Data extracted from a collection:
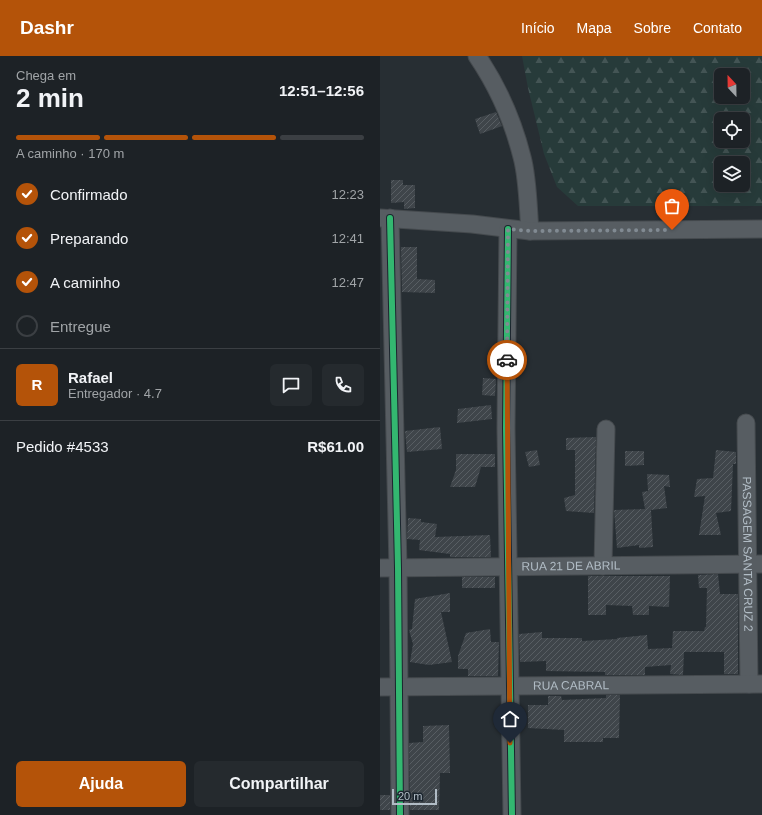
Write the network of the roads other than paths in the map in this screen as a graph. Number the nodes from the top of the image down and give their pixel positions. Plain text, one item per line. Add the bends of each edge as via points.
1 (477, 56) edge
2 (385, 218) edge
3 (508, 229) junction
4 (762, 229) edge
5 (530, 231) junction
6 (746, 423) dead end
7 (606, 429) dead end
8 (754, 564) edge
9 (509, 565) junction
10 (603, 566) junction
11 (380, 568) edge
12 (398, 568) junction
13 (756, 684) edge
14 (509, 686) junction
15 (380, 687) edge
16 (399, 687) junction
17 (400, 815) edge
18 (512, 815) edge

1 - 5 street via 505,107 522,158
2 - 3 street
2 - 12 street
3 - 5 street
3 - 9 street via 506,428
4 - 5 street
6 - 8 street, PASSAGEM SANTA CRUZ 2
7 - 10 street
8 - 10 street, RUA 21 DE ABRIL
8 - 13 street, PASSAGEM SANTA CRUZ 2
9 - 10 street, RUA 21 DE ABRIL
9 - 12 street, RUA 21 DE ABRIL
9 - 14 street
11 - 12 street, RUA 21 DE ABRIL
12 - 16 street
13 - 14 street, RUA CABRAL
14 - 16 street, RUA CABRAL
14 - 18 street
15 - 16 street, RUA CABRAL
16 - 17 street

Your goal – Only the wording of the records is wanted: copy it all exactly and omit the pictures.

Task result –
Write the network of the roads other than paths in the map in this screen as a graph. Number the nodes from the top of the image down and give their pixel positions. Plain text, one item per line. Add the bends of each edge as via points.
1 (477, 56) edge
2 (385, 218) edge
3 (508, 229) junction
4 (762, 229) edge
5 (530, 231) junction
6 (746, 423) dead end
7 (606, 429) dead end
8 (754, 564) edge
9 (509, 565) junction
10 (603, 566) junction
11 (380, 568) edge
12 (398, 568) junction
13 (756, 684) edge
14 (509, 686) junction
15 (380, 687) edge
16 (399, 687) junction
17 (400, 815) edge
18 (512, 815) edge

1 - 5 street via 505,107 522,158
2 - 3 street
2 - 12 street
3 - 5 street
3 - 9 street via 506,428
4 - 5 street
6 - 8 street, PASSAGEM SANTA CRUZ 2
7 - 10 street
8 - 10 street, RUA 21 DE ABRIL
8 - 13 street, PASSAGEM SANTA CRUZ 2
9 - 10 street, RUA 21 DE ABRIL
9 - 12 street, RUA 21 DE ABRIL
9 - 14 street
11 - 12 street, RUA 21 DE ABRIL
12 - 16 street
13 - 14 street, RUA CABRAL
14 - 16 street, RUA CABRAL
14 - 18 street
15 - 16 street, RUA CABRAL
16 - 17 street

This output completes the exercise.